Your goal — The result should be an exact copy of every record, with no pictures kept.

BEGIN

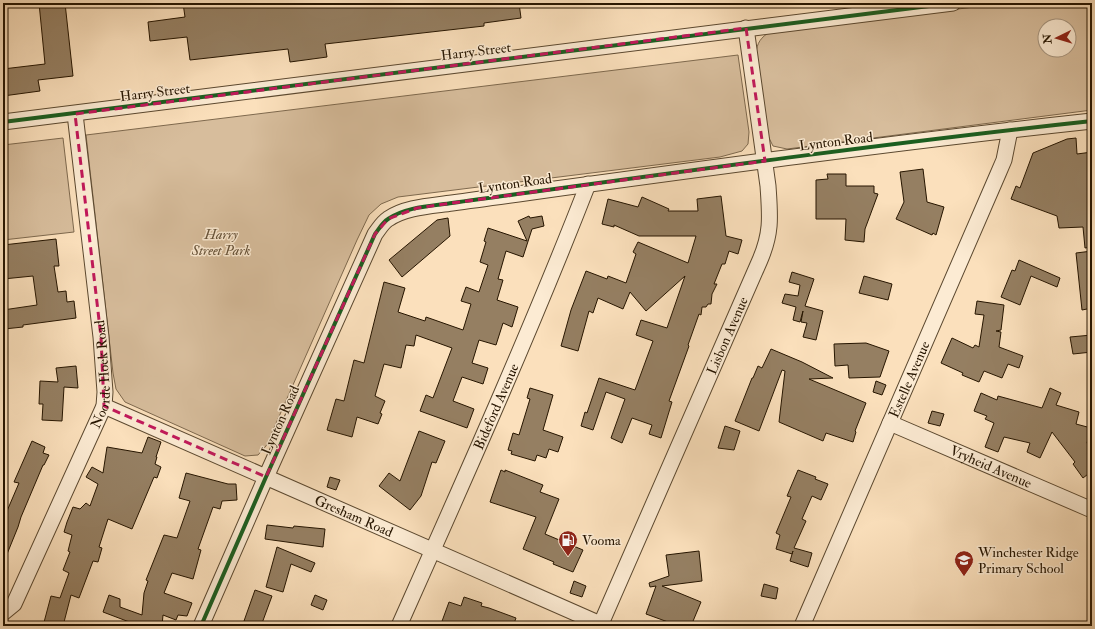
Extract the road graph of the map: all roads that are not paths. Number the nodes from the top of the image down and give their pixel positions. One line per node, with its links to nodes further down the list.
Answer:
1 (953, 3): 2 (street, Harry Street)
2 (746, 28): 3 (street, Harry Street); 7 (street, Lisbon Avenue)
3 (75, 114): 5 (street, Harry Street); 9 (street, Noorde Hoek Road)
4 (1092, 121): 6 (street, Lynton Road)
5 (3, 122)
6 (1010, 130): 7 (street, Lynton Road); 10 (street, Estelle Avenue)
7 (765, 161): 8 (street, Lynton Road); 15 (street, Lisbon Avenue)
8 (588, 184): 11 (street, Lynton Road); 13 (street, Bideford Avenue)
9 (104, 406): 11 (street, Gresham Road); 14 (street, Noorde Hoek Road)
10 (890, 423): 12 (street, Vryheid Avenue); 18 (street, Estelle Avenue)
11 (266, 477): 13 (street, Gresham Road); 16 (street, Lynton Road)
12 (1092, 510)
13 (432, 550): 15 (street, Gresham Road); 17 (street, Bideford Avenue)
14 (3, 613)
15 (602, 625)
16 (201, 626)
17 (399, 626)
18 (802, 626)

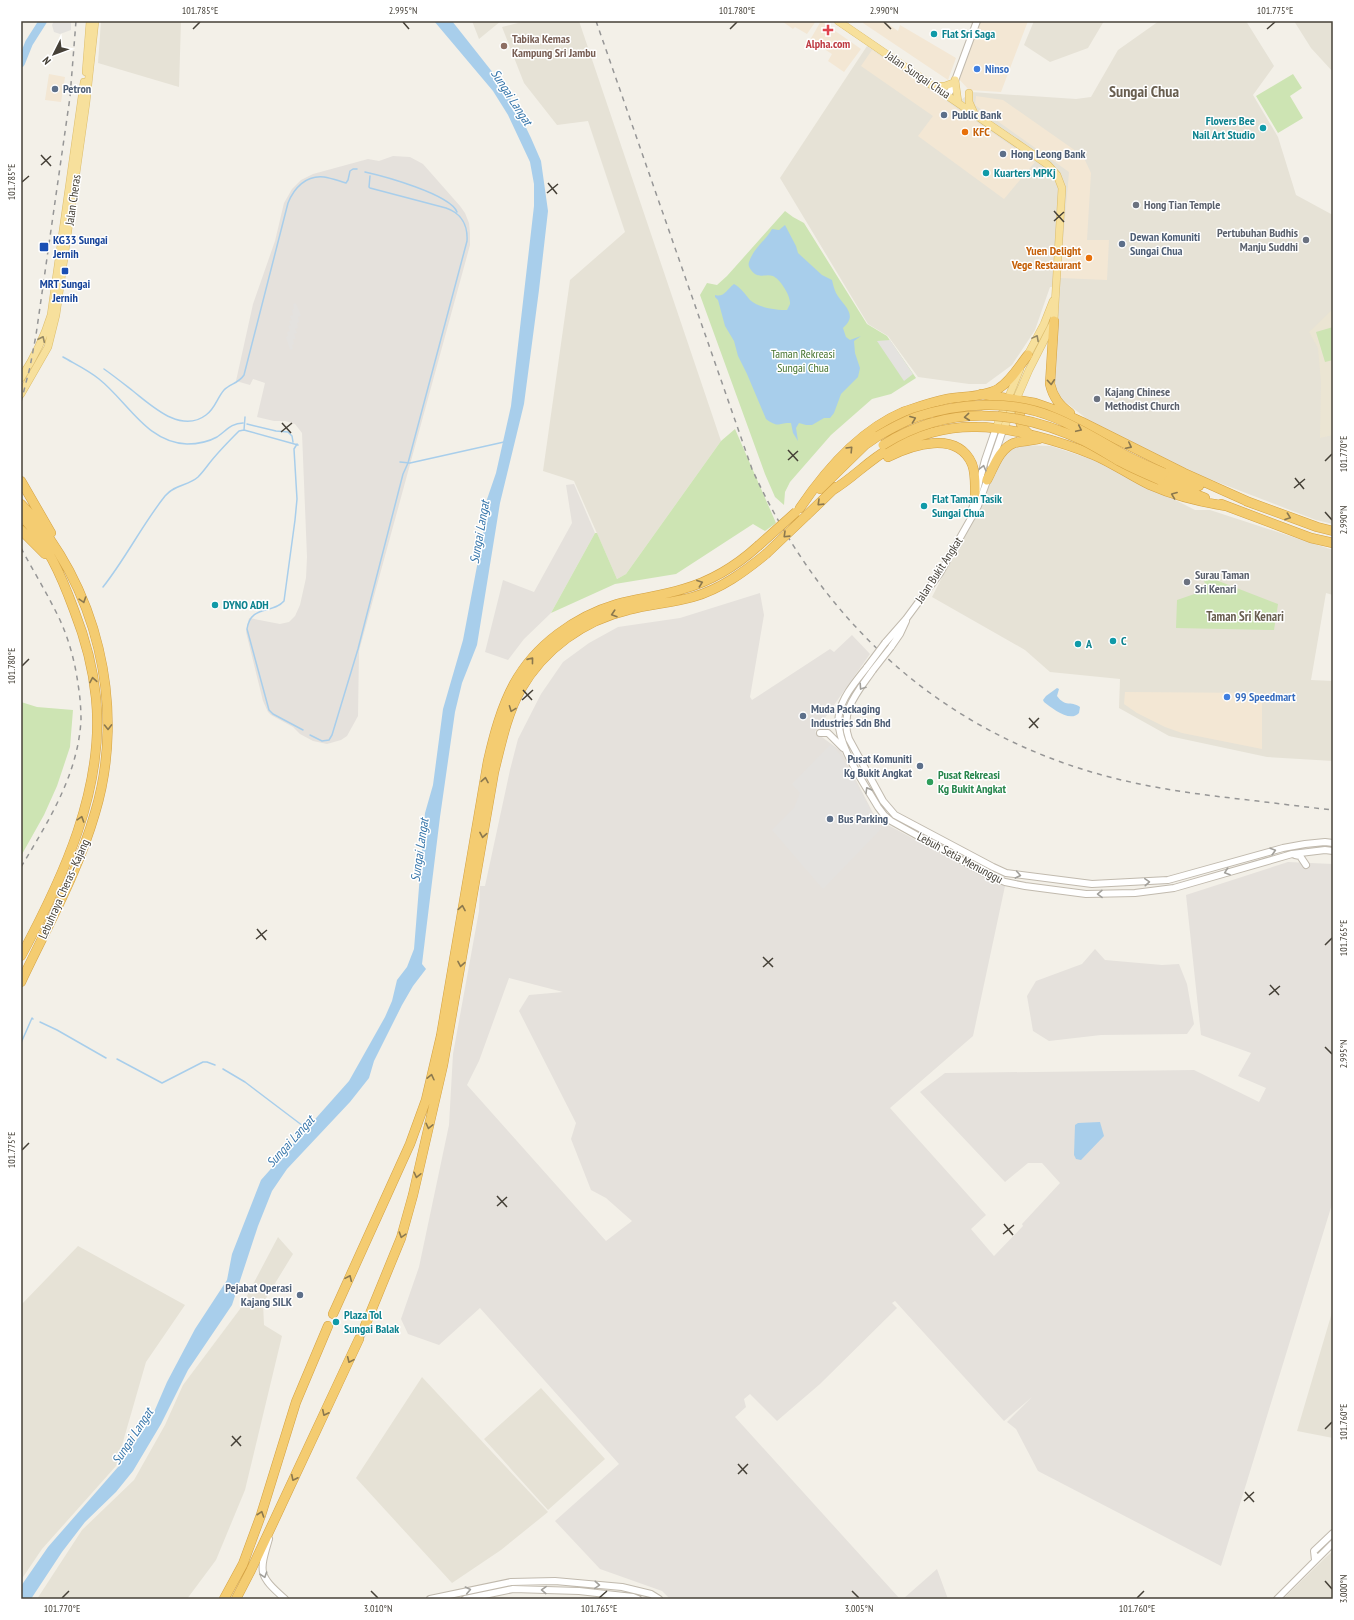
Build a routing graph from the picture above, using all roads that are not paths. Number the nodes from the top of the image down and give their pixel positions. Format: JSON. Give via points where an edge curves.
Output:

END

Task response —
Extract the road graph of the map: all roads that are not paths. Number the nodes from the top of the image down and give their pixel positions. One line per node, with its links to nodes further down the list.
Answer:
1 (953, 3): 2 (street, Harry Street)
2 (746, 28): 3 (street, Harry Street); 7 (street, Lisbon Avenue)
3 (75, 114): 5 (street, Harry Street); 9 (street, Noorde Hoek Road)
4 (1092, 121): 6 (street, Lynton Road)
5 (3, 122)
6 (1010, 130): 7 (street, Lynton Road); 10 (street, Estelle Avenue)
7 (765, 161): 8 (street, Lynton Road); 15 (street, Lisbon Avenue)
8 (588, 184): 11 (street, Lynton Road); 13 (street, Bideford Avenue)
9 (104, 406): 11 (street, Gresham Road); 14 (street, Noorde Hoek Road)
10 (890, 423): 12 (street, Vryheid Avenue); 18 (street, Estelle Avenue)
11 (266, 477): 13 (street, Gresham Road); 16 (street, Lynton Road)
12 (1092, 510)
13 (432, 550): 15 (street, Gresham Road); 17 (street, Bideford Avenue)
14 (3, 613)
15 (602, 625)
16 (201, 626)
17 (399, 626)
18 (802, 626)

Build a routing graph from the picture above, using all roads that are not paths. Number the nodes from the top of the image down and give their pixel positions. Format: JSON. Give via points where an edge curves.
Output:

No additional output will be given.